[Sorry, I am resending this since the list seems to have issues with
attachments that are not plain text files. You will have to remove the
first line of the two Perl files, used to trick my mail program into
sending these as plain text.]
On Thu, 2007-04-05 at 18:42 -0400, Tolkin, Steve wrote:
> I am looking for a program that can recover the original text from
> text that has spaces inserted or deleted.
> Ideally in perl of course.
I tossed together a script to do that several years ago for puzzle
solving, but of course I never had time to finish it. As a result, it
is badly written, incomplete, and in need of revision, but it does a
decent job.
Attached is a Perl module with the important routines included, a test
script showing how to use it, and the output of the test script on my
system. (You'll need to repoint the test script at a dictionary file.)

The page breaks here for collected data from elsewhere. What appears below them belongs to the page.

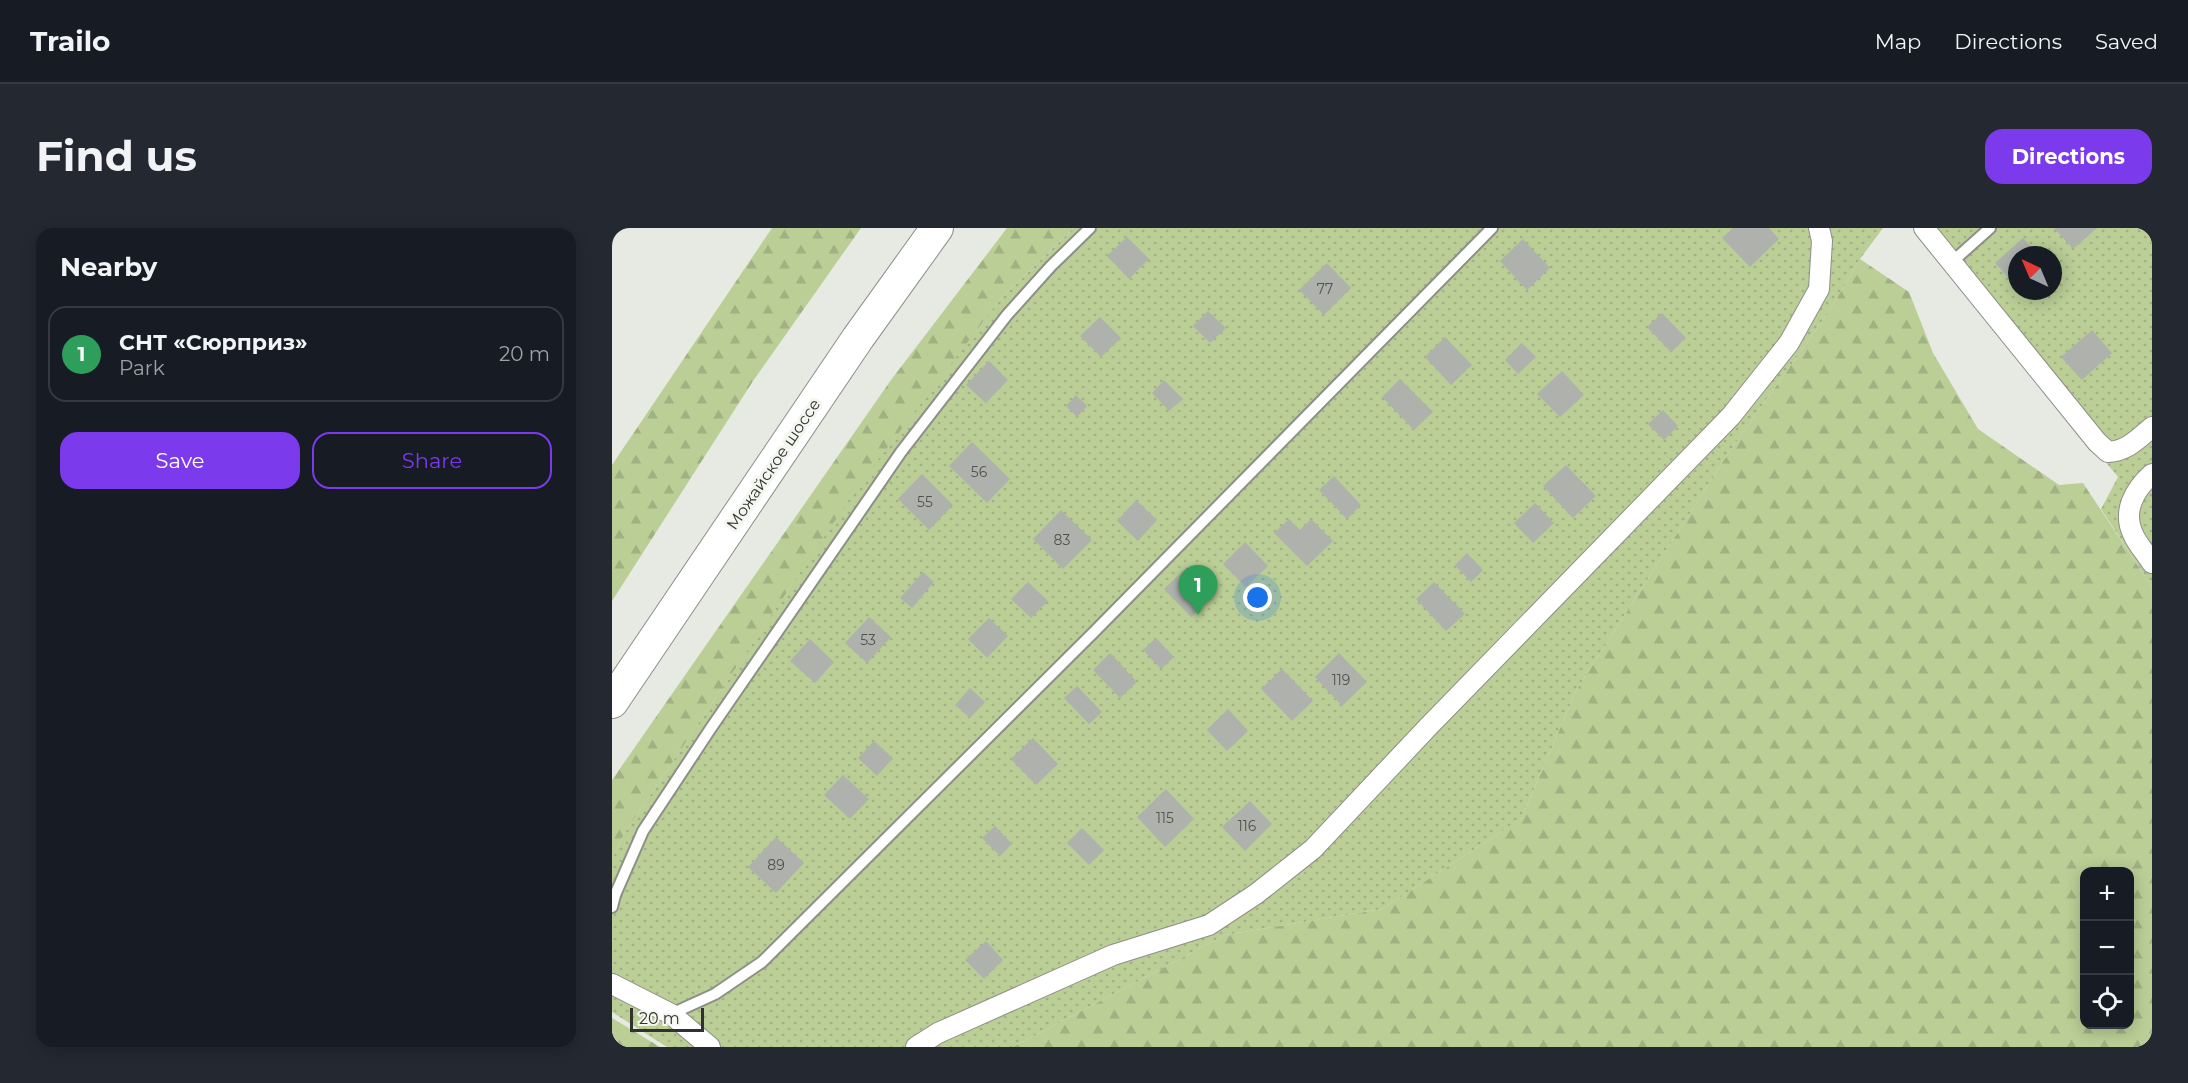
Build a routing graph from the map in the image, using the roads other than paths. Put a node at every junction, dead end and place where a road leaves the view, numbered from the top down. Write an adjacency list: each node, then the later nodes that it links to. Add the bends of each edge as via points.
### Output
1 (937, 228): 11 (main road, Можайское шоссе)
2 (1090, 228): 12 (lane, via 1006,315 901,452 643,831)
3 (1492, 228): 14 (lane, via 762,962 715,994)
4 (1819, 228): 16 (street, via 1819,289 1789,343 1731,416 1312,849 1209,925 1113,955 938,1033)
5 (1924, 228): 7 (street)
6 (1990, 228): 7 (lane)
7 (1952, 262): 8 (street, via 2108,452 2120,451)
8 (2152, 427)
9 (2152, 474): 10 (street, via 2133,494 2129,514 2132,533)
10 (2152, 562)
11 (612, 702)
12 (612, 907)
13 (612, 984): 14 (street)
14 (671, 1014): 15 (street)
15 (710, 1047)
16 (916, 1047)

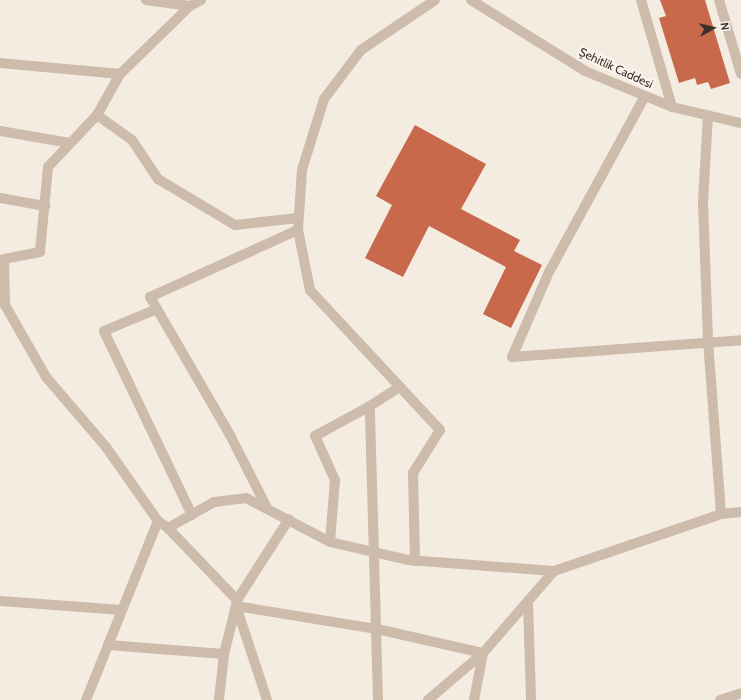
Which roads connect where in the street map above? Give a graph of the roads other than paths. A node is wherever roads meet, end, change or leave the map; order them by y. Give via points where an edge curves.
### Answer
1 (146, 0) edge
2 (201, 0) edge
3 (435, 0) edge
4 (471, 0) edge
5 (641, 0) edge
6 (719, 0) edge
7 (190, 6) junction
8 (0, 63) edge
9 (120, 74) junction
10 (741, 74) edge
11 (645, 96) junction
12 (672, 108) junction
13 (97, 115) junction
14 (708, 115) junction
15 (741, 123) edge
16 (0, 131) edge
17 (70, 143) junction
18 (0, 198) edge
19 (45, 206) junction
20 (298, 218) junction
21 (298, 230) junction
22 (2, 259) edge
23 (157, 309) junction
24 (741, 340) edge
25 (708, 341) junction
26 (399, 387) junction
27 (370, 406) junction
28 (267, 508) junction
29 (741, 512) edge
30 (721, 514) junction
31 (192, 515) junction
32 (289, 519) junction
33 (158, 521) junction
34 (168, 528) junction
35 (330, 542) junction
36 (375, 551) junction
37 (415, 560) junction
38 (554, 571) junction
39 (0, 601) edge
40 (237, 603) junction
41 (528, 603) junction
42 (122, 610) junction
43 (377, 629) junction
44 (108, 645) junction
45 (483, 653) junction
46 (224, 654) junction
47 (741, 693) edge
48 (86, 700) edge
49 (219, 700) edge
50 (267, 700) edge
51 (378, 700) edge
52 (428, 700) edge
53 (474, 700) edge
54 (531, 700) edge
55 (720, 700) edge

1 - 7 street
2 - 7 street
3 - 20 street via 360,50 324,99 302,170
4 - 11 street, Şehitlik Caddesi via 585,70
5 - 12 street
6 - 10 street
7 - 9 street
8 - 9 street
9 - 13 street
11 - 12 street, Şehitlik Caddesi
11 - 25 street via 549,272 512,357
12 - 14 street, Şehitlik Caddesi
13 - 17 street
13 - 20 street via 132,140 158,179 235,225
14 - 15 street, Şehitlik Caddesi
14 - 25 street via 703,203
16 - 17 street
17 - 19 street via 48,167
18 - 19 street
19 - 22 street via 40,252
20 - 21 street
21 - 23 street via 150,297
21 - 26 street via 310,290
22 - 33 street via 5,305 46,377 106,446
23 - 28 street via 230,435
23 - 31 street via 104,331
24 - 25 street
25 - 30 street
26 - 27 street
26 - 37 street via 440,430 413,473
27 - 35 street via 315,436 335,480
27 - 36 street
28 - 31 street via 246,498 214,502
28 - 32 street
29 - 30 street
30 - 38 street
31 - 34 street
32 - 35 street
32 - 40 street
33 - 34 street
33 - 42 street
34 - 40 street
35 - 36 street
36 - 37 street
36 - 43 street
37 - 38 street
38 - 41 street
39 - 42 street
40 - 43 street
40 - 46 street
40 - 50 street
41 - 45 street
41 - 54 street
42 - 44 street
43 - 45 street
43 - 51 street
44 - 46 street
44 - 48 street
45 - 52 street
45 - 53 street
46 - 49 street
47 - 55 street

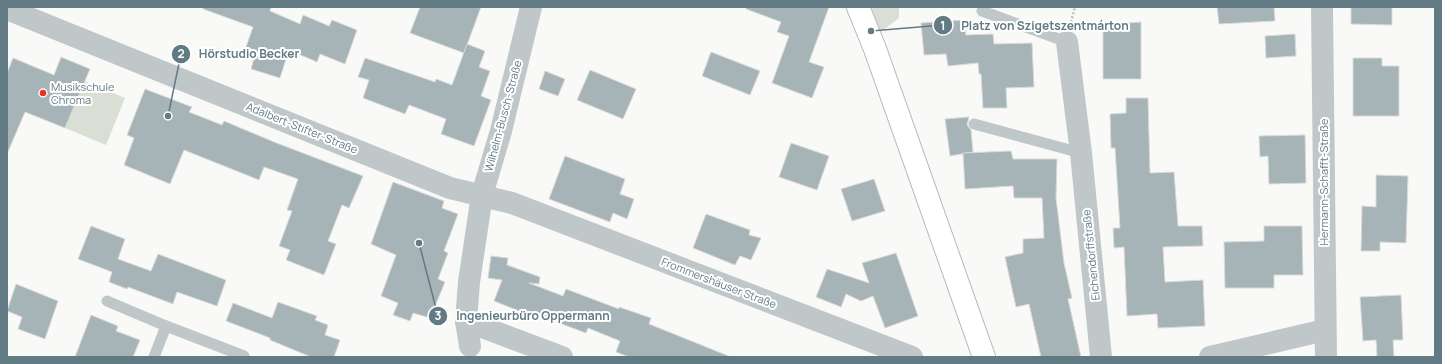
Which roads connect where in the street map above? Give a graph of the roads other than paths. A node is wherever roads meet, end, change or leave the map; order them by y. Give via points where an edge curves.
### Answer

If anyone makes this better, I would love to hear about it.
Enjoy.
+ Richard
# Delete this first line
#!/usr/bin/perl
# Methods to determine if a message is plaintext
package Plaintext;
use strict;
use warnings;
# For exporting methods and variables
use base qw( Exporter );
use vars qw( @EXPORT @EXPORT_OK %EXPORT_TAGS %normal_frequency );
@EXPORT = ();
@EXPORT_OK = qw(
%normal_frequency
char_frequency
letter_frequency
compare_frequencies
print_frequency
is_plaintext
load_wordlist
reverse_load_wordlist
load_wordlists
lookup_word
add_spaces
reverse_add_spaces
);
%EXPORT_TAGS = (all => [EMAIL PROTECTED]);
# Normal frequency of English letters as percentage
# Source is http://storm.prohosting.com/~glyph/crypto/freq-en.shtml
%normal_frequency = (
a => 8.167,
b => 1.492,
c => 2.782,
d => 4.253,
e => 12.702,
f => 2.228,
g => 2.015,
h => 6.094,
i => 6.966,
j => 0.153,
k => 0.772,
l => 4.025,
m => 2.406,
n => 6.749,
o => 7.507,
p => 1.929,
q => 0.095,
r => 5.987,
s => 6.327,
t => 9.056,
u => 2.758,
v => 0.978,
w => 2.360,
x => 0.150,
y => 1.974,
z => 0.075,
);
sub char_frequency {
# $frequency = char_frequency($message);
# Returns a reference to a hash containing a mapping between every
# character in a given message and its frequency as a percentage
my ($message) = @_;
my %frequency = ();
# Get characters in message
my @chars = split(//, $message);
foreach my $char (@chars) {
# Count characters
$frequency{$char}++;
}
# Denominator for frequency conversion
my $rate = (@chars / 100);
foreach my $char (keys %frequency) {
# Convert counts to frequency in percentage
$frequency{$char} /= $rate;
}
return \%frequency;
}
sub letter_frequency {
# $frequency = letter_frequency($message);
# Returns a reference to a hash containing a mapping between every
# letter in a given message and its frequency as a percentage. All
# letters are made lower case and other characters are not considered.
my ($message) = @_;
# Downcase characters
$message =~ tr(A-Z)(a-z);
# Remove all non-letter characters
$message = join('', split(/[^a-z]/, $message));
# Obtain letter freqencies
my $frequency = char_frequency($message);
foreach my $letter ("a".."z") {
# Ensure each letter has a frequency
$frequency->{$letter}= 0 unless exists $frequency->{$letter};
}
return $frequency;
}
sub print_frequency {
# $frequency = letter_frequency($message);
# Given a frequency hash reference, prints a tab-separated table of
# letters and their frequencies.
my ($frequency) = @_;
foreach my $char (sort keys %$frequency) {
print "$char\t" . sprintf("%2.3f", $frequency->{$char}) . "\n";
}
return;
}
sub compare_frequencies {
# $chi_squared = compare_frequencies($frequency1, $frequency2);
# Given two frequency hash references, calculates and returns the
# chi squared value comparing the two.
my ($frequency1, $frequency2) = @_;
# Sorted unique keys in frequency hashes
my @chars = sort keys %{{%$frequency1, %$frequency2}};
my $chi_squared = 0;
foreach my $char (@chars) {
$chi_squared += (($frequency1->{$char} -
$frequency2->{$char}))**2/$frequency2->{$char};
}
return $chi_squared;
}
sub is_plaintext {
# $boolean = is_plaintext($message)
# Returns true if the message is probably plain text.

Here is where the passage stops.